You can generate random vectors from the marginal or conditional distributions of any stationary Gaussian ARMA model using the ts.extend package. This package generates random vectors directly form the multivariate normal distribution using the computed autocorrelation matrix for the random vector, so it gives random vectors from the exact distribution and does not require "burn-in" iterations.
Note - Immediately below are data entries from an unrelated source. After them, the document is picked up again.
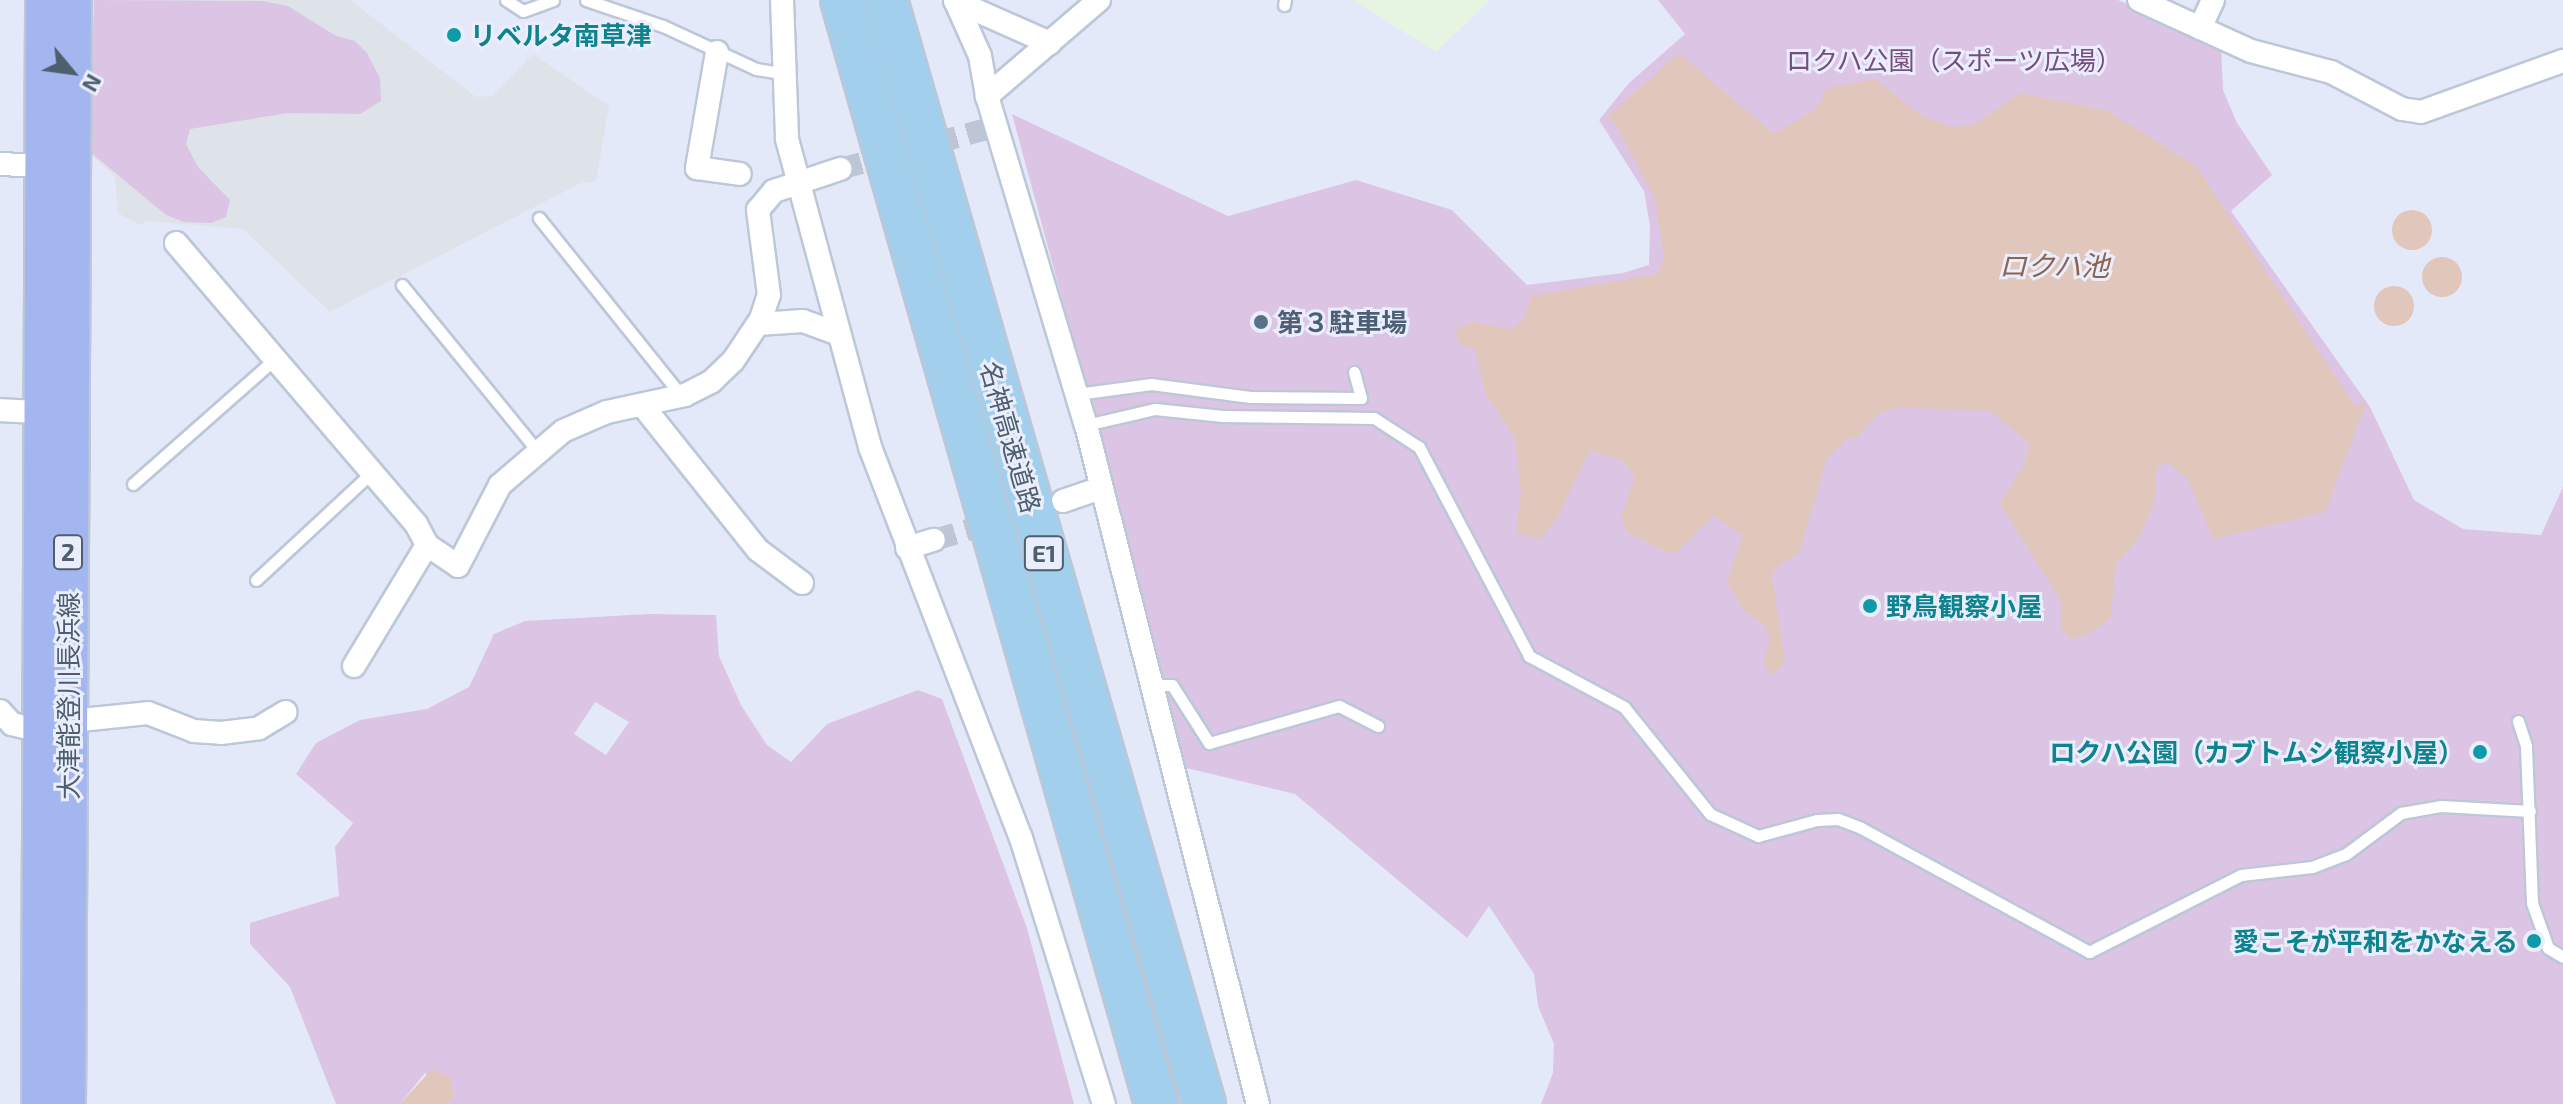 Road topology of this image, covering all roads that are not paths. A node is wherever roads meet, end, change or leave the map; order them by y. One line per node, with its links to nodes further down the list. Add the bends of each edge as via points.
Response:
1 (44, 0): 20 (main road, 大津能登川長浜線 / 2)
2 (73, 0): 35 (main road, 大津能登川長浜線 / 2)
3 (506, 0): 4 (lane, via 523,11)
4 (553, 0)
5 (586, 0): 15 (lane, via 663,26)
6 (782, 0): 17 (street)
7 (842, 0): 59 (highway, 名神高速道路 / E1)
8 (886, 0): 60 (highway, 名神高速道路 / E1)
9 (1099, 0): 14 (street)
10 (2139, 0): 13 (street)
11 (2213, 0): 13 (street)
12 (955, 1): 14 (street); 18 (street, via 980,56)
13 (2200, 28): 16 (street, via 2251,51 2331,72 2382,101 2421,112)
14 (1050, 43): 18 (street)
15 (717, 52): 17 (lane, via 756,69); 22 (street, via 697,168)
16 (2563, 61)
17 (782, 73): 23 (street, via 787,139)
18 (987, 96): 31 (street)
19 (0, 164): 20 (street)
20 (43, 166): 35 (main road, 大津能登川長浜線 / 2)
21 (840, 169): 23 (street)
22 (740, 174)
23 (798, 182): 27 (street, via 774,191 758,210 770,283); 28 (street)
24 (539, 218): 32 (lane)
25 (176, 243): 29 (street)
26 (402, 285): 37 (lane)
27 (758, 324): 28 (street, via 803,321); 32 (street, via 711,382)
28 (838, 334): 44 (street, via 870,447)
29 (275, 359): 38 (street); 39 (lane)
30 (1354, 372): 31 (lane, via 1361,398 1250,397 1151,384)
31 (1077, 394): 36 (street)
32 (681, 396): 33 (street)
33 (643, 406): 37 (street, via 582,421); 46 (street, via 758,550)
34 (0, 410): 35 (street)
35 (55, 413): 52 (main road, 大津能登川長浜線 / 2)
36 (1086, 425): 40 (street); 54 (lane, via 1155,409 1223,416 1374,418 1419,447 1529,656 1624,707 1710,814 1758,836 1838,819 2089,952 2241,875 2312,867 2346,854 2401,813 2441,806)
37 (538, 452): 43 (street, via 500,485 458,566)
38 (370, 474): 43 (street, via 416,524); 45 (lane)
39 (133, 484)
40 (1100, 488): 41 (street); 48 (street)
41 (1063, 501)
42 (934, 540): 44 (street)
43 (427, 545): 47 (street)
44 (907, 548): 58 (street, via 1021,838)
45 (256, 580)
46 (802, 583)
47 (354, 666)
48 (1148, 685): 53 (lane, via 1172,685 1209,743 1339,706); 61 (street)
49 (0, 711): 52 (street, via 12,724)
50 (286, 712): 52 (street, via 259,728 221,733 194,731 148,713)
51 (2518, 721): 54 (lane, via 2526,746)
52 (56, 726): 56 (main road, 大津能登川長浜線 / 2); 57 (main road, 大津能登川長浜線 / 2)
53 (1378, 726)
54 (2530, 811): 55 (lane, via 2532,903 2548,948)
55 (2563, 957)
56 (40, 1104)
57 (67, 1104)
58 (1104, 1104)
59 (1156, 1104)
60 (1204, 1104)
61 (1258, 1104)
It also allows you to impose conditioning values and in this case the package generates from the resulting conditional distribution.

Here is an example from an $\text{AR}(1)$ model where you generate values at the terminal points at either end of the process. (Here I will use a model with parameters $\alpha_0 = 0$, $\alpha_1 = 0.4$ and $\sigma=1$. I will generate twelve random vectors from this model each with $m=30$ points with terminal conditioning points $y_1=-3$ and $y_m=3$.)

#Load the package
library(ts.extend)

#Set parameters
AR <- 0.4
m  <- 30
y1 <- -3
ym <- 3

#Set the conditioning vector
CONDVALS    <- rep(NA, m)
CONDVALS[1] <- y1
CONDVALS[m] <- ym

#Generate n = 12 random vectors from this model
set.seed(1)
SERIES <- rGARMA(n = 12, m = m, ar = AR, condvals = CONDVALS)

#Plot the series using ggplot2 graphics
library(ggplot2)
plot(SERIES)

As you can see from the image below, each of the plots shows a time-series vector that has the stipulated starting and ending points. The interior points are generated from the conditional distribution for the process. As you can see in the code, the syntax for this is quite simple --- all you need to do is to create the vector CONDVALS with the stipulated conditioning values and add this as an argument for the function.